Consultants Garrad Hassan have examined the data available in Northern Europe and concluded that there is little evidence of this, although the availability of reliable long-term data is a drawback.

Using these calculations, it is possible to estimate the potential energy yield of a site with some accuracy, and to determine its optimum layout.

Determining the energy yield of notional wind farm

Property Typical value Data source
Met station average wind  7m/s From owner
Average variation  0.7m/s From owner
Site wind average 8m/s Site measurements
Correlation uncertainty 0.5m/s Statistical analysis
Anemometer calibration error 1% Manufacturer
Flow modelling uncertainty 2% Software provider
Energy yield 20GWh Turbine power curve
Availability 96% Manufacturer
Wake losses 3% Computer analysis
Electrical losses 1.50% Calculation
Net yield P50 18.34GWh Statistical analysis
Net yield P75 17.45GWh Statistical analysis
Net yield P90 16.6GWh Statistical analysis


The measure-correlate-predict (MCP) approach is based on taking a series of wind measurements at the proposed wind farm site and correlating them with simultaneous wind speed measurements that have been taken at a meteorological (met) station nearby.

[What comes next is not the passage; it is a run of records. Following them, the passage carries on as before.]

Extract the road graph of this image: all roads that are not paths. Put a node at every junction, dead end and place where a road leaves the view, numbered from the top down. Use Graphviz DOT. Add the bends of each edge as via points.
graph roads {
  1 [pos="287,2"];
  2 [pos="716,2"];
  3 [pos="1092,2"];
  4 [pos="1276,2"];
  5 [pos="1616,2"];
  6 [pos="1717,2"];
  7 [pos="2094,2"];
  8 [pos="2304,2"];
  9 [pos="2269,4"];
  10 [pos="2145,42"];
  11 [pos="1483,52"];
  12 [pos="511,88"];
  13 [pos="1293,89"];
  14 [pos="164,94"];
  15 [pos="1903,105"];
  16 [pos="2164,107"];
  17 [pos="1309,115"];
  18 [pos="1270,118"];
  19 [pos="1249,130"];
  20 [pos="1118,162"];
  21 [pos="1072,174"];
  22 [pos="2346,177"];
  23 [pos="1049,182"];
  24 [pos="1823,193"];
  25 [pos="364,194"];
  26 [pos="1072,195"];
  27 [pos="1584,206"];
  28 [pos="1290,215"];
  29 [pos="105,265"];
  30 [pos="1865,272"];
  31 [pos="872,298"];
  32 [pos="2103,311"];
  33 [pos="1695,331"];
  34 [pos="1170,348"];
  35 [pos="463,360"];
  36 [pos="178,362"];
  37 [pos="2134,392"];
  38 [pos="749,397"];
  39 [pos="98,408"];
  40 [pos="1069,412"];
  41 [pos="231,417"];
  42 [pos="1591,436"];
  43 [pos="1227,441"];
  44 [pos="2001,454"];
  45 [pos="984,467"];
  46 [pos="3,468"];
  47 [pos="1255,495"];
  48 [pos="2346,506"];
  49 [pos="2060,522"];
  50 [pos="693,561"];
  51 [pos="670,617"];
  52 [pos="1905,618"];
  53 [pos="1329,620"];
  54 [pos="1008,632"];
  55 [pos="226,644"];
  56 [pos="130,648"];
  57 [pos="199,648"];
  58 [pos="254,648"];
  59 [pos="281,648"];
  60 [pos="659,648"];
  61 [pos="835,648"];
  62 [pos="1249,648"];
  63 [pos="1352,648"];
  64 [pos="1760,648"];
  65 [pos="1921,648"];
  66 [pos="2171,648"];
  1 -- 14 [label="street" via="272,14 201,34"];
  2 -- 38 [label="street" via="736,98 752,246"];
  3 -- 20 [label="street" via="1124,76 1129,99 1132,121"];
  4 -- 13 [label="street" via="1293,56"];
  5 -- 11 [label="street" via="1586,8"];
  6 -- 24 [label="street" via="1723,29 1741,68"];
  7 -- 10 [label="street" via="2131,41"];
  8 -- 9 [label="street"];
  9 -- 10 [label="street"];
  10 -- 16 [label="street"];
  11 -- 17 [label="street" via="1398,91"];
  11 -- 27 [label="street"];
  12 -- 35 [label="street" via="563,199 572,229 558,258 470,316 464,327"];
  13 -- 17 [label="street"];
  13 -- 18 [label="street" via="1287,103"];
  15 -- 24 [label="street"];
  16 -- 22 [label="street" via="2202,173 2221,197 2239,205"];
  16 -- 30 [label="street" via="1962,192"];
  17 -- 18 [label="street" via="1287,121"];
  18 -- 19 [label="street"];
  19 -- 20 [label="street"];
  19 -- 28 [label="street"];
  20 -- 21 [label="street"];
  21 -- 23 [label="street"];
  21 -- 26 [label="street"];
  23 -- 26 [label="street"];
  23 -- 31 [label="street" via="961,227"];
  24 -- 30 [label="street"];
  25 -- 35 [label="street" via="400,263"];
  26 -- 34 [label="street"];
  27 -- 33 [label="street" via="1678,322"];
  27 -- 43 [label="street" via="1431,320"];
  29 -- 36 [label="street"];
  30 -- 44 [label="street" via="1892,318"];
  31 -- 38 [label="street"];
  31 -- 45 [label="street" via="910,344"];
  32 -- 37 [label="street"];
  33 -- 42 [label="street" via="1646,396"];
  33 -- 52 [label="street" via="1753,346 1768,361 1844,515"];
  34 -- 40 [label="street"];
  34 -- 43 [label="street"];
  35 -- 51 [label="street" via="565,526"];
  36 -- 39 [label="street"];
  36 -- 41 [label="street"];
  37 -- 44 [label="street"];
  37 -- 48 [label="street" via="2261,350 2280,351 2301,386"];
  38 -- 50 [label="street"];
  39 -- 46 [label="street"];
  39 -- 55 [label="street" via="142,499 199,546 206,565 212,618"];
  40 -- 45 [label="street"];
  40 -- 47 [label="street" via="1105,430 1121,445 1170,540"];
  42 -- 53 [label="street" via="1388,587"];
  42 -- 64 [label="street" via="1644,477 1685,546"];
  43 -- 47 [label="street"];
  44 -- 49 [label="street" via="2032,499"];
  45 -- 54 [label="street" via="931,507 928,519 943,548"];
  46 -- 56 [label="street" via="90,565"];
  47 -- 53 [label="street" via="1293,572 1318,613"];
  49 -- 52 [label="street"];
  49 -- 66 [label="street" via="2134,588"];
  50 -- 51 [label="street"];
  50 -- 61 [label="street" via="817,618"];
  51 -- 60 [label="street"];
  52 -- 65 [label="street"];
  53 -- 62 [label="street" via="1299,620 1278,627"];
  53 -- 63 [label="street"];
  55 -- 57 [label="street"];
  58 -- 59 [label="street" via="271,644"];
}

Wind speedConcurrent wind measurement should be made at the on-site met mast for at least one year, determining the wind speed distribution in 12 sectors of 30 degrees.

Concurrent measurements from the met station and the wind site are then compared, enabling a relationship to be established between wind speed distribution at the site and measurements at the reference station.

The diagram (above) shows typical data from a site met mast that has been correlated with data from a nearby met station.

The blue line shows the ‘best-fit’, and the statistical analysis software produces an equation to link the two (in this case site wind = 0.838 + 1.09 x met station wind speed).

So when the met station wind speed is 10 metres/second (m/s), the wind speed at the proposed site will be 11.7 m/s. The proximity of the red data points show a good match of the data, resulting in a correlation coefficient of 0.935.